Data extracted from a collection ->
^^^^

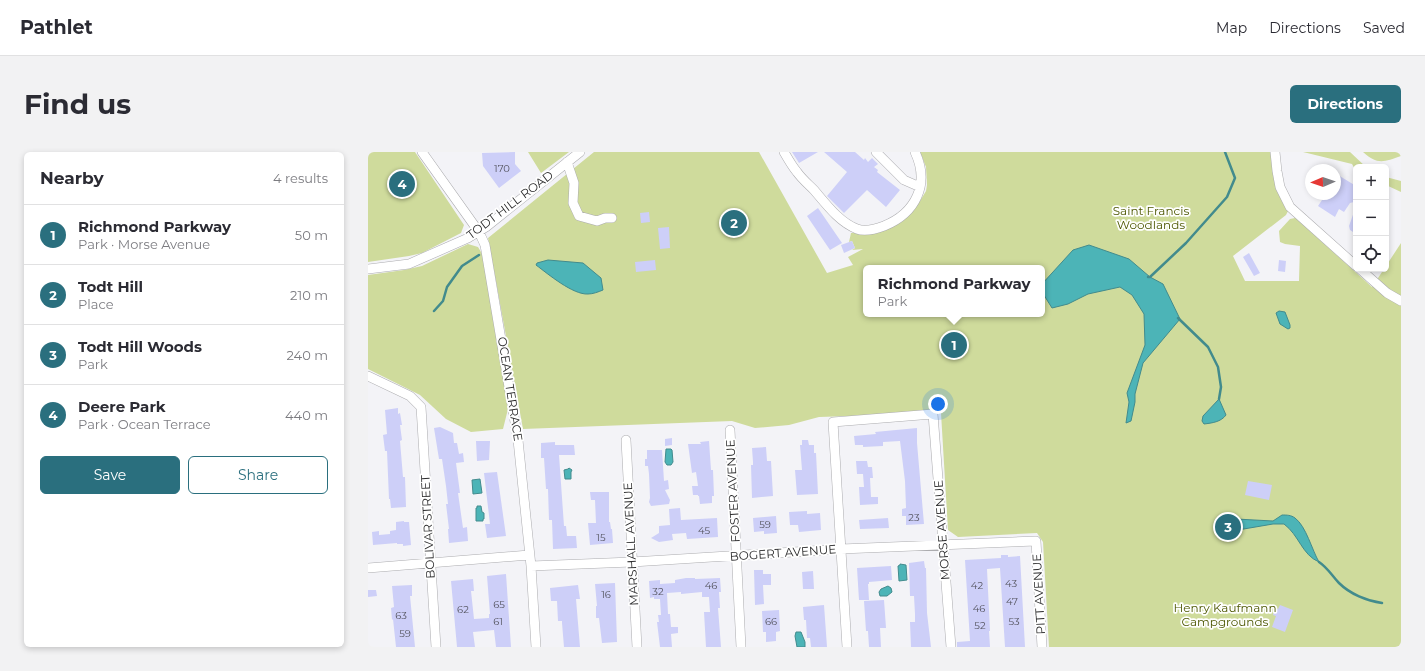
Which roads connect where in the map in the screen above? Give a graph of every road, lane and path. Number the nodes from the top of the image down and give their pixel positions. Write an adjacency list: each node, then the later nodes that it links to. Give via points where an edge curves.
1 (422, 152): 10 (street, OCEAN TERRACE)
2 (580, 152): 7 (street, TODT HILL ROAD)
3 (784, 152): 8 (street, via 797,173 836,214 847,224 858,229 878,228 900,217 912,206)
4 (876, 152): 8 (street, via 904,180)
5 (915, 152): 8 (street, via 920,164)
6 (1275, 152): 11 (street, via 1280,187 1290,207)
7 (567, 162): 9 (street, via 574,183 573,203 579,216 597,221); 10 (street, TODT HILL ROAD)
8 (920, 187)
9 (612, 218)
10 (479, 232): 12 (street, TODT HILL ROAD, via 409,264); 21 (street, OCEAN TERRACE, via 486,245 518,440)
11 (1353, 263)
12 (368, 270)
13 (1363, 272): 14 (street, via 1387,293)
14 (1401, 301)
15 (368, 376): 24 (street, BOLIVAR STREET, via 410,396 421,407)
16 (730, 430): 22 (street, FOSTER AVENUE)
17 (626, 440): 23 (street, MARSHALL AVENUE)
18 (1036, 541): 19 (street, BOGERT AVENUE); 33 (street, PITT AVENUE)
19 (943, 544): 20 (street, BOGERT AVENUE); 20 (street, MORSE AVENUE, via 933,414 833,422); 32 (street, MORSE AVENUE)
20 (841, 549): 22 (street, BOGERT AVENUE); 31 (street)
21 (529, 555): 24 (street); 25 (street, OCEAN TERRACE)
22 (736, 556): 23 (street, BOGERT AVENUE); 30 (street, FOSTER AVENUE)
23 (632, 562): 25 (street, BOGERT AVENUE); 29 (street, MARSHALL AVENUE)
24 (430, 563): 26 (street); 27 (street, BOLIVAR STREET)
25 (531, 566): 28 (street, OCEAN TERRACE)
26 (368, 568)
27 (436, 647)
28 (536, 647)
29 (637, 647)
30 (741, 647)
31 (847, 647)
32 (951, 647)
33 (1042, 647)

^^^^

Task prompt -> Output each entry exactly. Skip the pictures.

Answer section ->
Which roads connect where in the map in the screen above? Give a graph of every road, lane and path. Number the nodes from the top of the image down and give their pixel positions. Write an adjacency list: each node, then the later nodes that it links to. Give via points where an edge curves.
1 (422, 152): 10 (street, OCEAN TERRACE)
2 (580, 152): 7 (street, TODT HILL ROAD)
3 (784, 152): 8 (street, via 797,173 836,214 847,224 858,229 878,228 900,217 912,206)
4 (876, 152): 8 (street, via 904,180)
5 (915, 152): 8 (street, via 920,164)
6 (1275, 152): 11 (street, via 1280,187 1290,207)
7 (567, 162): 9 (street, via 574,183 573,203 579,216 597,221); 10 (street, TODT HILL ROAD)
8 (920, 187)
9 (612, 218)
10 (479, 232): 12 (street, TODT HILL ROAD, via 409,264); 21 (street, OCEAN TERRACE, via 486,245 518,440)
11 (1353, 263)
12 (368, 270)
13 (1363, 272): 14 (street, via 1387,293)
14 (1401, 301)
15 (368, 376): 24 (street, BOLIVAR STREET, via 410,396 421,407)
16 (730, 430): 22 (street, FOSTER AVENUE)
17 (626, 440): 23 (street, MARSHALL AVENUE)
18 (1036, 541): 19 (street, BOGERT AVENUE); 33 (street, PITT AVENUE)
19 (943, 544): 20 (street, BOGERT AVENUE); 20 (street, MORSE AVENUE, via 933,414 833,422); 32 (street, MORSE AVENUE)
20 (841, 549): 22 (street, BOGERT AVENUE); 31 (street)
21 (529, 555): 24 (street); 25 (street, OCEAN TERRACE)
22 (736, 556): 23 (street, BOGERT AVENUE); 30 (street, FOSTER AVENUE)
23 (632, 562): 25 (street, BOGERT AVENUE); 29 (street, MARSHALL AVENUE)
24 (430, 563): 26 (street); 27 (street, BOLIVAR STREET)
25 (531, 566): 28 (street, OCEAN TERRACE)
26 (368, 568)
27 (436, 647)
28 (536, 647)
29 (637, 647)
30 (741, 647)
31 (847, 647)
32 (951, 647)
33 (1042, 647)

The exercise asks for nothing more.